We made it back home in time for a quick lunch before taking Reggie out for a walk. We headed up to the quarry track above Vellano and gave him a good run around before heading home to roll up our sleeves.

The afternoon's work started with Stuart handing me the pneumatic drill to continue taking up concrete floor while he went to Frateschi to buy some more cotto tiles and bags of concrete. I discovered that it's a lot easier to bear the noise of a pneumatic drill when you are the person using it than it is when you're in another room trying to do something else (as I had been last week)!

After an initial period of terror - convinced I was about to fall through the floor and land in a heap in the apartment - I soon got into the swing of things and it wasn't long before most of the floor between the kitchen and the office/utility room was gone. I was slightly perturbed to find that Stuart was at that point outside with his chainsaw cutting acacia stumps on the terraces - certainly a job that needed doing, but with the noise of the chainsaw (and some distance from the house at that), I wondered how long it would have taken him to find me had I slipped through the hole and been calling for help from the apartment below... Thankfully that didn't happen, of course, and after I'd finished taking up the concrete floor, Stuart came in to make a start on the next step in the process.

State of the art air conditioning?

Next, Stuart cut some new lengths of beam from the old, varnished beams that had run through the false ceiling, and while he worked on cutting out some of the rotten beams above, I set to work with the grinder with its wire brush attachment to remove the dark orange varnish from the lengths of wood.

With the new beams stripped, we were just about ready to start laying down tiles when David and Sarah arrived, popping in to say hello on their way back home. It was almost 6pm by this point, and we were both covered head to toe in dust and dirt, so the arrival of our friends was a welcome excuse to stop for a well earned drink and break.

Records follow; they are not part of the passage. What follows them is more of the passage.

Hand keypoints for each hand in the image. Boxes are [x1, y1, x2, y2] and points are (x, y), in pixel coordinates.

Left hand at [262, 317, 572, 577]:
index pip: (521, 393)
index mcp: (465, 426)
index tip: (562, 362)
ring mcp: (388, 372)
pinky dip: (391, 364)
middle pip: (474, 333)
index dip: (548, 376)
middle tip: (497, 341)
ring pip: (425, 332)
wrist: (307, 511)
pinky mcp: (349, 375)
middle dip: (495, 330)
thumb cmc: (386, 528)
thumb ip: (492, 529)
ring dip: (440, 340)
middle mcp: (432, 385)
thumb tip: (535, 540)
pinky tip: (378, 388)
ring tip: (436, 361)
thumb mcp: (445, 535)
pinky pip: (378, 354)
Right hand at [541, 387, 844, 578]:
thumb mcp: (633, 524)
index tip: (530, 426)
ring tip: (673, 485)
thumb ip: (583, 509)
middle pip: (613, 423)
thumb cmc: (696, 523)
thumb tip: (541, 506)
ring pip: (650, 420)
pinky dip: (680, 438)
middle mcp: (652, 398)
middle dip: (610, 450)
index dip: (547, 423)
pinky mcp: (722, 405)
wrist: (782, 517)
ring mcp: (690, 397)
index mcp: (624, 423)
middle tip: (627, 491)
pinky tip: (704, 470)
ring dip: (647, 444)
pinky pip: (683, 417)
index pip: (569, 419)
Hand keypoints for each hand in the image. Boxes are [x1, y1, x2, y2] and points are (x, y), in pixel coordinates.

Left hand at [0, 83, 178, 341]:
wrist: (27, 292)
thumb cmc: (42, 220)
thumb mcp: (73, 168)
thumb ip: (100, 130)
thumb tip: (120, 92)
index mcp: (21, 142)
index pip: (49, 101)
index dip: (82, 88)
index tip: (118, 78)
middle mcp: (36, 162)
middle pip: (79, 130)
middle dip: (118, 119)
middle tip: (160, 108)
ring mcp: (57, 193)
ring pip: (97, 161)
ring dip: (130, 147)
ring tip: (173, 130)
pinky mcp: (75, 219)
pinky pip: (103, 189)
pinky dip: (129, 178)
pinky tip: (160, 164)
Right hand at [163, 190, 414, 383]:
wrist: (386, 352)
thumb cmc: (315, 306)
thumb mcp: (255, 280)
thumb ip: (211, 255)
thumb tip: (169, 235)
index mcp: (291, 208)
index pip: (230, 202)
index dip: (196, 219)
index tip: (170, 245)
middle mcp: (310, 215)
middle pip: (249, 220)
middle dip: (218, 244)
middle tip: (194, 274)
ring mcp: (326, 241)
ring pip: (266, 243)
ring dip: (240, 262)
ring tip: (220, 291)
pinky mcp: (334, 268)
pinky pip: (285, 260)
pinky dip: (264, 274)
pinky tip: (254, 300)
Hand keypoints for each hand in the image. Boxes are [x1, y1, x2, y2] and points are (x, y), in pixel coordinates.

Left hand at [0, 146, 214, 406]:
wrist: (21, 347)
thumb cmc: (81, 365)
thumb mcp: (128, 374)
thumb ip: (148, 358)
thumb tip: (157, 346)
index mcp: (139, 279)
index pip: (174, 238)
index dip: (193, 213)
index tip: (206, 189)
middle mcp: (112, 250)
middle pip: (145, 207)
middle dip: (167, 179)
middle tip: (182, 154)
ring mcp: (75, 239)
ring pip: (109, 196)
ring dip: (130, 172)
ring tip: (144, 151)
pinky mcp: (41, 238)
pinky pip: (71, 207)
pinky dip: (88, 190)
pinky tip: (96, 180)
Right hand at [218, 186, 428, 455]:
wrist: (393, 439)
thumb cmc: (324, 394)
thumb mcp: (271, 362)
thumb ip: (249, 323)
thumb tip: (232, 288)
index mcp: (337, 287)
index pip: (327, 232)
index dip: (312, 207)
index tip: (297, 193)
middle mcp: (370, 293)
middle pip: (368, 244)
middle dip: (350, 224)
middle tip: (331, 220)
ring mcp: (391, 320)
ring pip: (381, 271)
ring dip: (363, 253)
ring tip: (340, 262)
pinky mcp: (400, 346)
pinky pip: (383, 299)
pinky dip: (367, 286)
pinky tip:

In fact, the quick hello ended up turning into a really lovely impromptu evening spent chatting, drinking and relaxing with our friends. It's often the unplanned evenings that are the most enjoyable and this was certainly amongst those. By the time we bade goodnight to our friends it was 10pm and there was still a very large hole where the floor used to be, so Stuart quickly laid the cotto tiles down to create a covering that would prevent dogs/cats going flying through to the apartment below, and after much needed showers and a quick bite to eat we retired to bed.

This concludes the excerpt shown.